Johan van der Keuken est d’abord le cinéaste d’une ville, Amsterdam, son lieu premier. Une ville qu’il film sous toutes les coutures, les canaux bien sûr et les façades des immeubles que l’on découvre au long de leur parcours. Mais aussi les fêtes et le foot à la télé ou dans les parcs, les nuits de danses et de musique dans les boites, les vendeurs de hash dans les coffee-shop et le quartier des filles en vitrine. Une ville si cosmopolite et si riche en rencontre qu’un film de près de quatre heures ne prétend pas épuiser. (Amsterdam, Global village, 1996, 245 minutes.)
Les rencontres faites à Amsterdam vont pousser le cinéaste à partir aux quatre coins du monde. En Bolivie d’abord, avec ses montagnes enneigées vues d’avion, et le village où le retour de Roberto, l’enfant du lieu, est l’occasion d’une grande fête avec musique et danses. Puis en Tchétchénie, où il filme les traces de la guerre toujours visible. N’y a-t-il pas dans cette dispersion géographique, une façon d’abolir les frontières ?

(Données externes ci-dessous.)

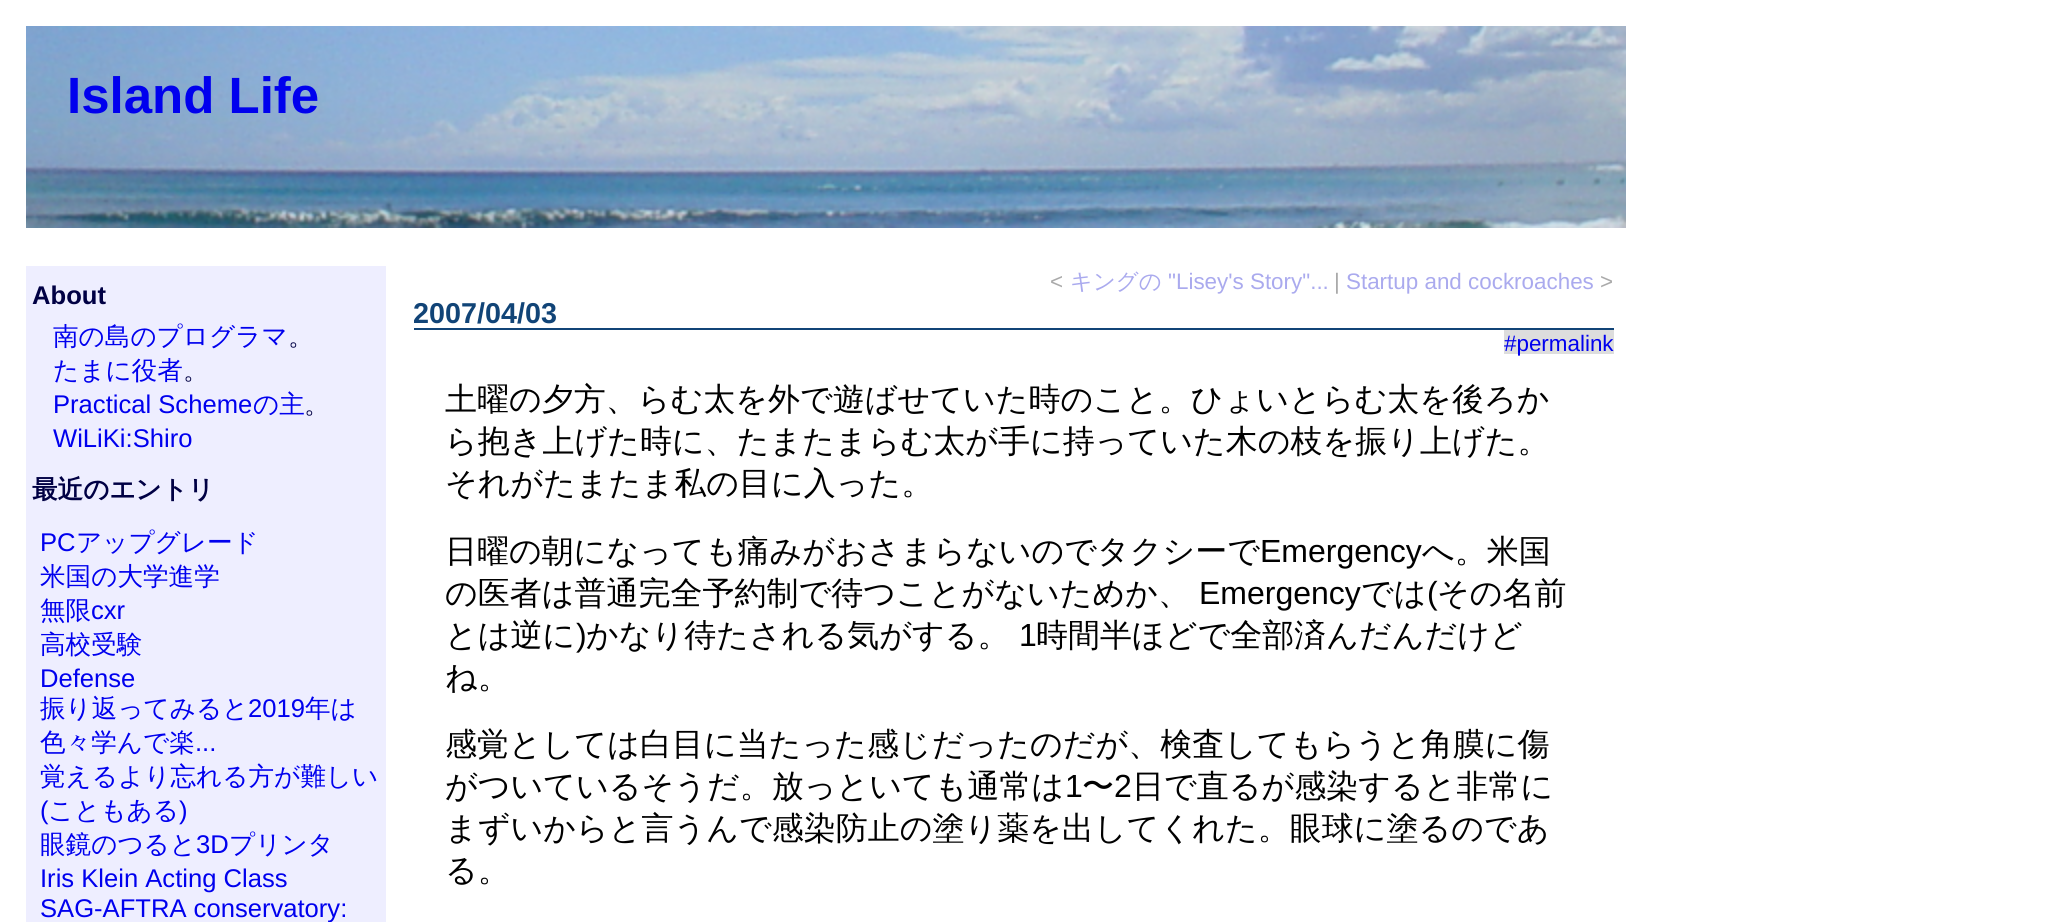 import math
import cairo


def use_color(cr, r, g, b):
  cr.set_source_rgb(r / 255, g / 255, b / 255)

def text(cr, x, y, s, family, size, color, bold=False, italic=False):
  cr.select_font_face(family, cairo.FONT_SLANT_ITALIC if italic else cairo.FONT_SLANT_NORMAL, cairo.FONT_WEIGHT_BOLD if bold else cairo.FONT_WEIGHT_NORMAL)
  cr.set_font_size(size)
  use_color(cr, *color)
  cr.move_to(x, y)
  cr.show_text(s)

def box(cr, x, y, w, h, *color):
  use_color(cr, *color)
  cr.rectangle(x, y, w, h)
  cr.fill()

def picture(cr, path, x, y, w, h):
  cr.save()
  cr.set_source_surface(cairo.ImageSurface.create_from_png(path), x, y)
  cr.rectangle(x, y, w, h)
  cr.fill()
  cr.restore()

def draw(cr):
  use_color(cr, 255, 255, 255)
  cr.paint()
  picture(cr, "img_01.png", 26, 26, 1600, 202)
  box(cr, 26, 266, 360, 656, 238, 238, 255)
  box(cr, 414, 328, 1200, 2, 17, 68, 119)
  box(cr, 1504, 330, 110, 24, 221, 221, 221)
  text(cr, 67, 113, "Island Life", "Liberation Sans", 51, (0, 0, 238), bold=True)
  text(cr, 32, 304, "About", "Liberation Sans", 25.6, (0, 0, 68), bold=True)
  text(cr, 53, 345, "南の島のプログラマ", "WenQuanYi Zen Hei Medium", 25.6, (0, 0, 238))
  text(cr, 288, 345, "。", "WenQuanYi Zen Hei Medium", 25.6, (0, 0, 68))
  text(cr, 53, 379, "たまに役者", "WenQuanYi Zen Hei Medium", 25.6, (0, 0, 238))
  text(cr, 183, 379, "。", "WenQuanYi Zen Hei Medium", 25.6, (0, 0, 68))
  text(cr, 53, 413, "Practical Scheme", "Liberation Sans", 25.6, (0, 0, 238))
  text(cr, 253, 413, "の主", "WenQuanYi Zen Hei Medium", 25.6, (0, 0, 238))
  text(cr, 304, 413, "。", "WenQuanYi Zen Hei Medium", 25.6, (0, 0, 68))
  text(cr, 53, 447, "WiLiKi:Shiro", "Liberation Sans", 25.6, (0, 0, 238))
  text(cr, 32, 498, "最近のエントリ", "WenQuanYi Zen Hei", 25.6, (0, 0, 68), bold=True)
  text(cr, 40, 551, "PC", "Liberation Sans", 25.6, (0, 0, 238))
  text(cr, 76, 551, "アップグレード", "WenQuanYi Zen Hei Medium", 25.6, (0, 0, 238))
  text(cr, 40, 585, "米国の大学進学", "WenQuanYi Zen Hei Medium", 25.6, (0, 0, 238))
  text(cr, 40, 619, "無限", "WenQuanYi Zen Hei Medium", 25.6, (0, 0, 238))
  text(cr, 91, 619, "cxr", "Liberation Sans", 25.6, (0, 0, 238))
  text(cr, 40, 653, "高校受験", "WenQuanYi Zen Hei Medium", 25.6, (0, 0, 238))
  text(cr, 40, 687, "Defense", "Liberation Sans", 25.6, (0, 0, 238))
  text(cr, 40, 717, "振り返ってみると", "WenQuanYi Zen Hei Medium", 25.6, (0, 0, 238))
  text(cr, 248, 717, "2019", "Liberation Sans", 25.6, (0, 0, 238))
  text(cr, 305, 717, "年は", "WenQuanYi Zen Hei Medium", 25.6, (0, 0, 238))
  text(cr, 40, 751, "色々学んで楽", "WenQuanYi Zen Hei Medium", 25.6, (0, 0, 238))
  text(cr, 195, 751, "...", "Liberation Sans", 25.6, (0, 0, 238))
  text(cr, 40, 785, "覚えるより忘れる方が難しい", "WenQuanYi Zen Hei Medium", 25.6, (0, 0, 238))
  text(cr, 40, 819, "(", "Liberation Sans", 25.6, (0, 0, 238))
  text(cr, 48, 819, "こともある", "WenQuanYi Zen Hei Medium", 25.6, (0, 0, 238))
  text(cr, 179, 819, ")", "Liberation Sans", 25.6, (0, 0, 238))
  text(cr, 40, 853, "眼鏡のつると", "WenQuanYi Zen Hei Medium", 25.6, (0, 0, 238))
  text(cr, 196, 853, "3D", "Liberation Sans", 25.6, (0, 0, 238))
  text(cr, 229, 853, "プリンタ", "WenQuanYi Zen Hei Medium", 25.6, (0, 0, 238))
  text(cr, 40, 887, "Iris Klein Acting Class", "Liberation Sans", 25.6, (0, 0, 238))
  text(cr, 40, 917, "SAG-AFTRA conservatory:", "Liberation Sans", 25.6, (0, 0, 238))
  text(cr, 1050, 289, "<", "Liberation Sans", 22.4, (170, 170, 170))
  text(cr, 1070, 289, "キングの", "WenQuanYi Zen Hei Medium", 22.4, (170, 170, 238))
  text(cr, 1168, 289, "\"Lisey's Story\"...", "Liberation Sans", 22.4, (170, 170, 238))
  text(cr, 1334, 289, "|", "Liberation Sans", 22.4, (170, 170, 170))
  text(cr, 1346, 289, "Startup and cockroaches", "Liberation Sans", 22.4, (170, 170, 238))
  text(cr, 1600, 289, ">", "Liberation Sans", 22.4, (170, 170, 170))
  text(cr, 413, 323, "2007/04/03", "Liberation Sans", 28.75, (17, 68, 119), bold=True)
  text(cr, 1504, 351, "#permalink", "Liberation Sans", 22.4, (0, 0, 238))
  text(cr, 445, 410, "土曜の夕方、らむ太を外で遊ばせていた時のこと。ひょいとらむ太を後ろか", "WenQuanYi Zen Hei Medium", 32, (0, 0, 0))
  text(cr, 445, 452, "ら抱き上げた時に、たまたまらむ太が手に持っていた木の枝を振り上げた。", "WenQuanYi Zen Hei Medium", 32, (0, 0, 0))
  text(cr, 445, 494, "それがたまたま私の目に入った。", "WenQuanYi Zen Hei Medium", 32, (0, 0, 0))
  text(cr, 445, 562, "日曜の朝になっても痛みがおさまらないのでタクシーで", "WenQuanYi Zen Hei Medium", 32, (0, 0, 0))
  text(cr, 1260, 562, "Emergency", "Liberation Sans", 32, (0, 0, 0))
  text(cr, 1422, 562, "へ。米国", "WenQuanYi Zen Hei Medium", 32, (0, 0, 0))
  text(cr, 445, 604, "の医者は普通完全予約制で待つことがないためか、", "WenQuanYi Zen Hei Medium", 32, (0, 0, 0))
  text(cr, 1199, 604, "Emergency", "Liberation Sans", 32, (0, 0, 0))
  text(cr, 1361, 604, "では", "WenQuanYi Zen Hei Medium", 32, (0, 0, 0))
  text(cr, 1427, 604, "(", "Liberation Sans", 32, (0, 0, 0))
  text(cr, 1437, 604, "その名前", "WenQuanYi Zen Hei Medium", 32, (0, 0, 0))
  text(cr, 445, 646, "とは逆に", "WenQuanYi Zen Hei Medium", 32, (0, 0, 0))
  text(cr, 576, 646, ")", "Liberation Sans", 32, (0, 0, 0))
  text(cr, 586, 646, "かなり待たされる気がする。", "WenQuanYi Zen Hei Medium", 32, (0, 0, 0))
  text(cr, 1019, 646, "1", "Liberation Sans", 32, (0, 0, 0))
  text(cr, 1036, 646, "時間半ほどで全部済んだんだけど", "WenQuanYi Zen Hei Medium", 32, (0, 0, 0))
  text(cr, 445, 688, "ね。", "WenQuanYi Zen Hei Medium", 32, (0, 0, 0))
  text(cr, 445, 755, "感覚としては白目に当たった感じだったのだが、検査してもらうと角膜に傷", "WenQuanYi Zen Hei Medium", 32, (0, 0, 0))
  text(cr, 445, 797, "がついているそうだ。放っといても通常は", "WenQuanYi Zen Hei Medium", 32, (0, 0, 0))
  text(cr, 1065, 797, "1", "Liberation Sans", 32, (0, 0, 0))
  text(cr, 1082, 797, "〜", "WenQuanYi Zen Hei Medium", 32, (0, 0, 0))
  text(cr, 1114, 797, "2", "Liberation Sans", 32, (0, 0, 0))
  text(cr, 1132, 797, "日で直るが感染すると非常に", "WenQuanYi Zen Hei Medium", 32, (0, 0, 0))
  text(cr, 445, 839, "まずいからと言うんで感染防止の塗り薬を出してくれた。眼球に塗るのであ", "WenQuanYi Zen Hei Medium", 32, (0, 0, 0))
  text(cr, 445, 881, "る。", "WenQuanYi Zen Hei Medium", 32, (0, 0, 0))


surface = cairo.ImageSurface(cairo.FORMAT_RGB24, 2045, 922)
cr = cairo.Context(surface)
options = cairo.FontOptions()
options.set_hint_metrics(cairo.HINT_METRICS_OFF)
options.set_hint_style(cairo.HINT_STYLE_NONE)
cr.set_font_options(options)
cr.set_miter_limit(4)
draw(cr)
surface.write_to_png("out.png")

Amsterdam est aussi le point de départ de voyage en Europe. Du nord au sud, en s’arrêtant à Paris, les Alpes, Rome et le sud de l’Italie pour aboutir au Caire. (Vers le sud, 1981, 143 minutes). La France est par ailleurs un lieu de vacances, en Provence, avec la famille. (les vacances du cinéaste, 1976, 39 minutes).
Dans le monde, l’Inde est un lieu privilégié, et en particulier le Kerala (l’œil au-dessus du puits, 1988, 90 minutes). Van der Keuken y filme la ville, avec la foule dans les rues, mais aussi la campagne, avec sa végétation luxuriante et son habitat dispersé. Une salle de cinéma permet un temps d’arrêt, quelques chansons dans le plus pur style bollywodien, et les yeux émerveillés des enfants.

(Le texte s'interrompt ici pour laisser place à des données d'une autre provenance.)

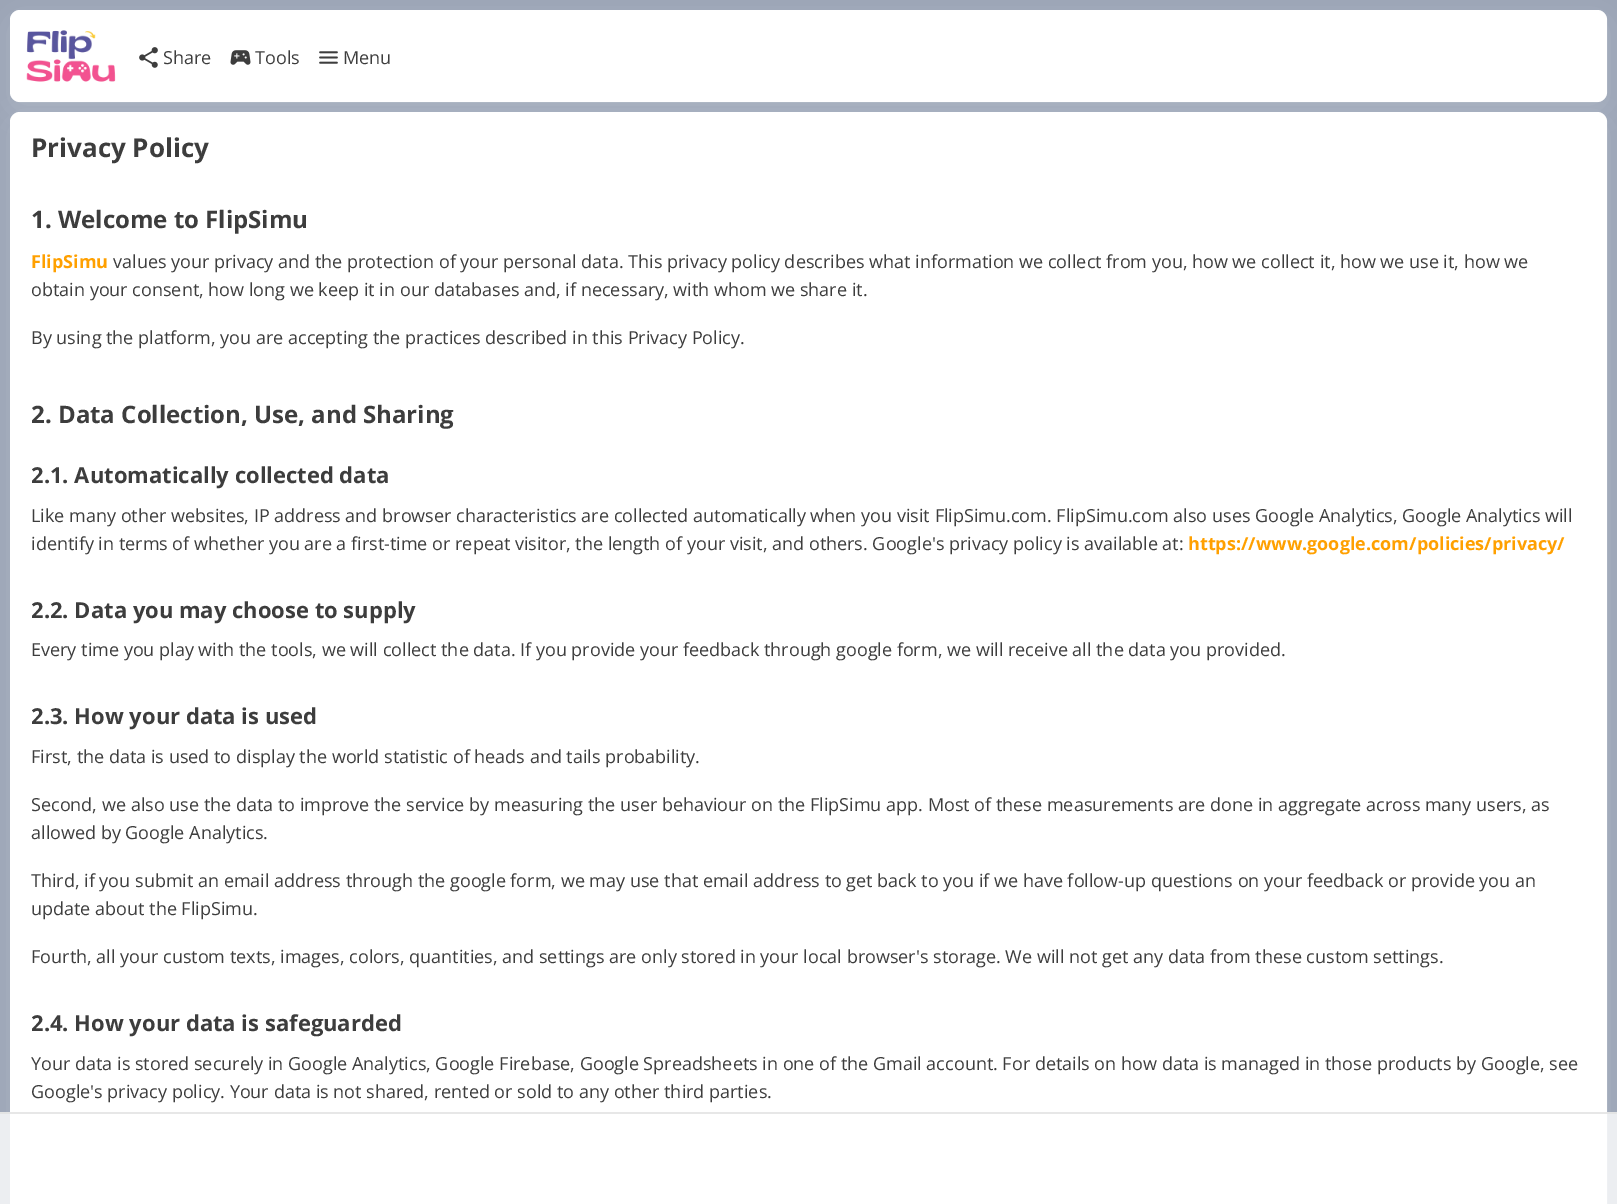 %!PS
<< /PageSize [1617 1204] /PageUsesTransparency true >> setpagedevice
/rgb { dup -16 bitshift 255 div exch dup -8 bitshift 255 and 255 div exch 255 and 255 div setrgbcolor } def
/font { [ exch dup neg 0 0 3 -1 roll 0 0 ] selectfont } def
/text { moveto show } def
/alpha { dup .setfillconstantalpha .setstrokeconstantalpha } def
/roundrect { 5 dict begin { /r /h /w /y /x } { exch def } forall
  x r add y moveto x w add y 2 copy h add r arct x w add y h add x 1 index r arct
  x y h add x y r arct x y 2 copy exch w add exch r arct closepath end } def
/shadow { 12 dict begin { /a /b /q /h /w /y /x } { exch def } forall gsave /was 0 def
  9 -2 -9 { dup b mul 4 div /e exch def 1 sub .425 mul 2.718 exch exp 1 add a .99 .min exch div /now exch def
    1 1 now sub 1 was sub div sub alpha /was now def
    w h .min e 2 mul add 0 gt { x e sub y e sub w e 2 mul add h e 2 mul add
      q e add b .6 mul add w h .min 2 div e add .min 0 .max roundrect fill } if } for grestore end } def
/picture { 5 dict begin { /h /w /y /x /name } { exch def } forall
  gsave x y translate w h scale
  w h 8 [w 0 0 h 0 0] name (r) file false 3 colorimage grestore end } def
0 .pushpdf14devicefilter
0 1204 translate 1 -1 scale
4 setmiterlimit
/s1 { /OpenSans-Regular 18 font 16#3D3D3D rgb } def
/s2 { /OpenSans-Bold 26 font 16#3D3D3D rgb } def
/s3 { /OpenSans-Bold 24 font 16#3D3D3D rgb } def
/s4 { /OpenSans-Bold 18 font 16#FFA000 rgb } def
/s5 { /OpenSans-Bold 22 font 16#3D3D3D rgb } def
16#9BA4B5 rgb
0 0 1617 1204 rectfill
16#FFFFFF rgb
10 120 1597 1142 10 16 0.15 shadow
10 112 1597 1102 10 roundrect fill
0.3 alpha
10.5 112.5 1596 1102 9.5 roundrect stroke
1 alpha
10 18 1597 92 10 16 0.15 shadow
10 10 1597 92 10 roundrect fill
0.3 alpha
10.5 10.5 1596 91 9.5 roundrect stroke
1 alpha
(pic1.raw) 26 30 90 52 picture
(pic2.raw) 139 47 19 21 picture
s1
(Share) 163 64 text
(pic3.raw) 230 50 21 15 picture
(Tools) 255 64 text
(pic4.raw) 319 51 19 13 picture
(Menu) 343 64 text
s2
(Privacy Policy) 31 157 text
s3
(1. Welcome to FlipSimu) 31 228 text
s4
(FlipSimu) 31 268 text
s1
(values your privacy and the protection of your personal data. This privacy policy describes what information we collect from you, how we collect it, how we use it, how we) 113 268 text
(obtain your consent, how long we keep it in our databases and, if necessary, with whom we share it.) 31 296 text
(By using the platform, you are accepting the practices described in this Privacy Policy.) 31 344 text
s3
(2. Data Collection, Use, and Sharing) 31 423 text
s5
(2.1. Automatically collected data) 31 483 text
s1
(Like many other websites, IP address and browser characteristics are collected automatically when you visit FlipSimu.com. FlipSimu.com also uses Google Analytics, Google Analytics will) 31 522 text
(identify in terms of whether you are a first-time or repeat visitor, the length of your visit, and others. Google's privacy policy is available at:) 31 550 text
s4
(https://www.google.com/policies/privacy/) 1188 550 text
s5
(2.2. Data you may choose to supply) 31 618 text
s1
(Every time you play with the tools, we will collect the data. If you provide your feedback through google form, we will receive all the data you provided.) 31 656 text
s5
(2.3. How your data is used) 31 724 text
s1
(First, the data is used to display the world statistic of heads and tails probability.) 31 763 text
(Second, we also use the data to improve the service by measuring the user behaviour on the FlipSimu app. Most of these measurements are done in aggregate across many users, as) 31 811 text
(allowed by Google Analytics.) 31 839 text
(Third, if you submit an email address through the google form, we may use that email address to get back to you if we have follow-up questions on your feedback or provide you an) 31 887 text
(update about the FlipSimu.) 31 915 text
(Fourth, all your custom texts, images, colors, quantities, and settings are only stored in your local browser's storage. We will not get any data from these custom settings.) 31 963 text
s5
(2.4. How your data is safeguarded) 31 1031 text
s1
(Your data is stored securely in Google Analytics, Google Firebase, Google Spreadsheets in one of the Gmail account. For details on how data is managed in those products by Google, see) 31 1070 text
(Google's privacy policy. Your data is not shared, rented or sold to any other third parties.) 31 1098 text
0.8 alpha
16#FFFFFF rgb
0 1112 1617 92 rectfill
16#E1E1E1 rgb
0 1112 1617 2 rectfill
.poppdf14devicefilter showpage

Au fil des films nous découvrons d’autres pays, d’autres régions, d’autres villes. New York, Hong Kong et Genève, hauts lieux de la finance dans I love $ (1988, 90 minutes), Utrecht, le Boutan et le Burkina Faso dans Vacances prolongées (2000, 142 minutes).
Dans Cuivres débridés. A la rencontre du swing, (1992, 106 minutes) il montre la place de la musique dans des pays où les Européens n’ont pas l’habitude d’aller, Le Ghana et le Surinam, Le Népal et l’Indonésie. La musique sans frontière.
Les lieux de Johan van der Keuken ne sont pas des lieux touristiques. Ils n’existent que par les femmes et les hommes qui les habitent, qui y vivent et y travaillent. Comme Paris, filmé lors de la célébration du bicentenaire de la révolution française. Mais ce ne sont pas les festivités qui intéressent le cinéaste. Van der Keuken s’arrête plutôt Gare de Lyon, lieu de vie d’un SDF (le masque 1989, 52 minutes).
Si van der Keuken nous fait découvrir dans son cinéma des lieux lointains, il nous amène aussi tout près d’Amsterdam, un lieu typique de son pays : le Wadden, au nord-ouest des Pays-Bas, une terre conquise sur la mer, qui ne fait qu’un avec la mer, un lieu qui vit au rythme de ses flux et de ses reflux (La jungle plate, 1978, 86 minutes).